Microsoft Grows Partner Ecosystem Around Visual Studio 2005 Team System

VANCOUVER, British Columbia, Oct. 26, 2004 — To help customers and partners extend the Visual Studio
®
2005 Team System, Microsoft Corp. today announced a new framework and tool for building custom visual designers based on the modeling technology in Visual Studio 2005. During his keynote address — about changes in programming and software development to expect over the next 10 years — at the ACM Conference on Object-Oriented Programming, Systems, Languages and Applications (OOPSLA), Rick Rashid, senior vice president of Microsoft Research, demonstrated how the new technology will enable customers and partners to better adapt Visual Studio 2005 and the .NET Framework to meet specific business needs. With the new design tool, organizations will be able to build domain-specific language designers intended to automate redundant tasks within targeted problem domains.

Today’s announcement underscores the vital role global service integrators, service providers and tools vendors play in complementing and extending the Microsoft®
Visual Studio product line.
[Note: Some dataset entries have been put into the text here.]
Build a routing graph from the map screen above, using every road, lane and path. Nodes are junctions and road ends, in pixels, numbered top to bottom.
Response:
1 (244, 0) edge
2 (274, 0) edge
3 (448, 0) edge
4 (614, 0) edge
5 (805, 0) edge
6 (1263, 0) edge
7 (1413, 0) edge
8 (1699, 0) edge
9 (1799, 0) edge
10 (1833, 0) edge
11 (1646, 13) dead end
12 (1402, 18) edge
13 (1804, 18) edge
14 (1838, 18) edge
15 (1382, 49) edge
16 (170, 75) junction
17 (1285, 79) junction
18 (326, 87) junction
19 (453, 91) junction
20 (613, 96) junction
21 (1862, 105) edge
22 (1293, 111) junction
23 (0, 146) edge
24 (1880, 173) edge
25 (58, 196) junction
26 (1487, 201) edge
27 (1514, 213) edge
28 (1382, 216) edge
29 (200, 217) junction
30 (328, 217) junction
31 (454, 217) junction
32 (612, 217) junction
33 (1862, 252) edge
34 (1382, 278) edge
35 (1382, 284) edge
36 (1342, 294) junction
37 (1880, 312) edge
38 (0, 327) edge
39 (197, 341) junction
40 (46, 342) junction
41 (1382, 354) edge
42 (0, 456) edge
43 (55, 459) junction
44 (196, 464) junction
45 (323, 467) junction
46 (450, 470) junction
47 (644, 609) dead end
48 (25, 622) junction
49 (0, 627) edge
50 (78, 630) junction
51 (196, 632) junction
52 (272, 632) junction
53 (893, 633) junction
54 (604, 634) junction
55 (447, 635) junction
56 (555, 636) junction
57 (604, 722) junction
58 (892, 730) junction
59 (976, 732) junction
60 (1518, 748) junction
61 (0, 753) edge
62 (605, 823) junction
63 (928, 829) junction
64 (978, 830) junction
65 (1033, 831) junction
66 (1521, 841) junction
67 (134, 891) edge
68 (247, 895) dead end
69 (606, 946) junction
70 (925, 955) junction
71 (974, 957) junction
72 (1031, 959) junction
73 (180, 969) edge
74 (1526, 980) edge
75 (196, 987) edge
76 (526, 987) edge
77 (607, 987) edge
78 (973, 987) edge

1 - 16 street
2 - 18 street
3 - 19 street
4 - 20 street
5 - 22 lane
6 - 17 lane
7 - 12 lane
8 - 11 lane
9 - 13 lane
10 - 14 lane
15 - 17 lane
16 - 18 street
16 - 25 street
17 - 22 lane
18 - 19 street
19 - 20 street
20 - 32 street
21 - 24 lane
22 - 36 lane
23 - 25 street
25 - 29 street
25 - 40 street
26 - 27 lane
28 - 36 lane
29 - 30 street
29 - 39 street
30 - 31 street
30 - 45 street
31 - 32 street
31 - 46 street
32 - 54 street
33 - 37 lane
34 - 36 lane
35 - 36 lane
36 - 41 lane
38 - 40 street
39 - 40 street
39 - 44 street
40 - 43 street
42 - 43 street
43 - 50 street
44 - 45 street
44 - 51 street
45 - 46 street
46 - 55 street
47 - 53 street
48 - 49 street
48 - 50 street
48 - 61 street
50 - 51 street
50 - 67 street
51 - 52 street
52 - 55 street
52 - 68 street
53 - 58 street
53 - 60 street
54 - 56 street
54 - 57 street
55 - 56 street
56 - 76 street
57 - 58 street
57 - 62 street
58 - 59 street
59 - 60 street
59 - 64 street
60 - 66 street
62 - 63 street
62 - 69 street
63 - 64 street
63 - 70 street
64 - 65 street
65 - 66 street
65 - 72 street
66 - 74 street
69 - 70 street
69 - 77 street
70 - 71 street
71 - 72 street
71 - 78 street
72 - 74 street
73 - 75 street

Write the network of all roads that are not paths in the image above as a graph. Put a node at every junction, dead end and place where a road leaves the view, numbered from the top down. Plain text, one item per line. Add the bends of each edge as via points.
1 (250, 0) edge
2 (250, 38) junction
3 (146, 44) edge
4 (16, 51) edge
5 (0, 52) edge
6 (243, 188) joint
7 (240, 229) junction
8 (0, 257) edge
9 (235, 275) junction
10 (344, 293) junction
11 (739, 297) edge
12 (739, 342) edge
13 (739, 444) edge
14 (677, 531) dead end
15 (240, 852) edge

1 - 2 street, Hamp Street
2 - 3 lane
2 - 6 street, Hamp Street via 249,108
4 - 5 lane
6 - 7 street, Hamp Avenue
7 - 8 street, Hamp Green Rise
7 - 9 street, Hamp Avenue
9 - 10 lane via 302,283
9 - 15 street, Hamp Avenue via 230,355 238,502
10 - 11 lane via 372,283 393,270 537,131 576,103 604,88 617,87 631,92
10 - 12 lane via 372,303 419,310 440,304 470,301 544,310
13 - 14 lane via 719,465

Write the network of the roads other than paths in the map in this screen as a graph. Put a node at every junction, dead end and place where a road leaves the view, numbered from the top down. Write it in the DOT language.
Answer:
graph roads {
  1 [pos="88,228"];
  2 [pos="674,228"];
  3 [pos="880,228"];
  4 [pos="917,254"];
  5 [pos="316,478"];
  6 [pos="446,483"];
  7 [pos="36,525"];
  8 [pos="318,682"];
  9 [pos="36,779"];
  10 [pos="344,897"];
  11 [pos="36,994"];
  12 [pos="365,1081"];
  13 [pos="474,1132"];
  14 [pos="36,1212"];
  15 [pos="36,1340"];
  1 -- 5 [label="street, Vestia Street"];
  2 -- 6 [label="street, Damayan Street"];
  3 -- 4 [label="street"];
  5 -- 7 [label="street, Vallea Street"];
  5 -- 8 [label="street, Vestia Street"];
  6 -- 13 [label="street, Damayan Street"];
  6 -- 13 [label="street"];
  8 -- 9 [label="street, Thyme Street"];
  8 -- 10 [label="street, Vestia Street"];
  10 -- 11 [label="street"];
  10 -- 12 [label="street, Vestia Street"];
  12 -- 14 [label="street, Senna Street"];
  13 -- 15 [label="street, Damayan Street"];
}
Demonstrating the rich ecosystem around the Visual Studio 2005 Team System, Borland Software Corp., Kinzan Inc., Nationwide Building Society, Siemens and Unisys Corp. announced their intent to use the new technology to deliver domain-specific language designers for their respective vertical or horizontal domains.

“Nationwide Building Society is excited to collaborate with Microsoft on domain-driven development using the Visual Studio 2005 Team System,” said Mike Warwick, chief architect at Nationwide Building Society. “We have developed customized domain-specific language designers for the Visual Studio 2005 Team System to capture our unique business process semantics more effectively.”

At the conference Microsoft released a Community Technology Preview (CTP) of the framework and tool for building customized domain-specific language designers. The CTP will help customers and partners test its use with the visual designer technology, formerly code-named “Whitehorse,” that will ship with the Visual Studio 2005 Team System. This approach is designed to help development organizations deliver service-oriented applications on the Microsoft .NET Framework more productively with visual design tools that streamline the development process and more stringently focus developers on solutions for their problem domains.

Software Factories: Vision for Evolving Software Development

Domain-specific languages are part of a larger industry initiative called Software Factories. Although full realization of Software Factories is years away, Microsoft and industry partners are building on the technologies made available today to deliver customizable tools, processes and architectures for the Visual Studio 2005 Team System. These customizations, collectively referred to as a Software Factory, enable organizations to streamline their development processes to focus on the unique business and technical aspects of problem domains.

Today developers build applications from the ground up using generic tools, ad hoc processes and custom architectures, a practice that is largely time-consuming and error-prone. Software Factories promise to tailor the development life cycle to support the rapid development of customized applications for specific vertical and horizontal business domains. Software Factories free developers to focus on the more creative aspects of software development by increasing the level of automation for rote and menial tasks common to each business domain.

“As software development evolves, customers are asking for a faster, less expensive and more reliable way to build specific kinds of applications tuned to their business, such as vertical markets like healthcare and CRM,” said S. Somasegar, corporate vice president of the Developer Division at Microsoft. “The extensibility and customization built into the Microsoft Visual Studio 2005 Team System coupled with the broader ecosystem’s domain expertise offer a more streamlined vision for application development as represented by Software Factories.”

“Siemens and Microsoft share a vision for domain-driven development. Siemens sees this as a major driver toward increased software productivity because the models can be more easily reused. Current modeling tools designed for object-oriented analysis and design do not address business-specific domain needs effectively,” said Reinhold Achatz, vice president of Corporate Technology at Siemens. “We believe that using Visual Studio Team System to facilitate easy design, customization and specialization of Software Factories will lead to increased software productivity for the industry.”

Founded in 1975, Microsoft (Nasdaq “MSFT”) is the worldwide leader in software, services and solutions that help people and businesses realize their full potential.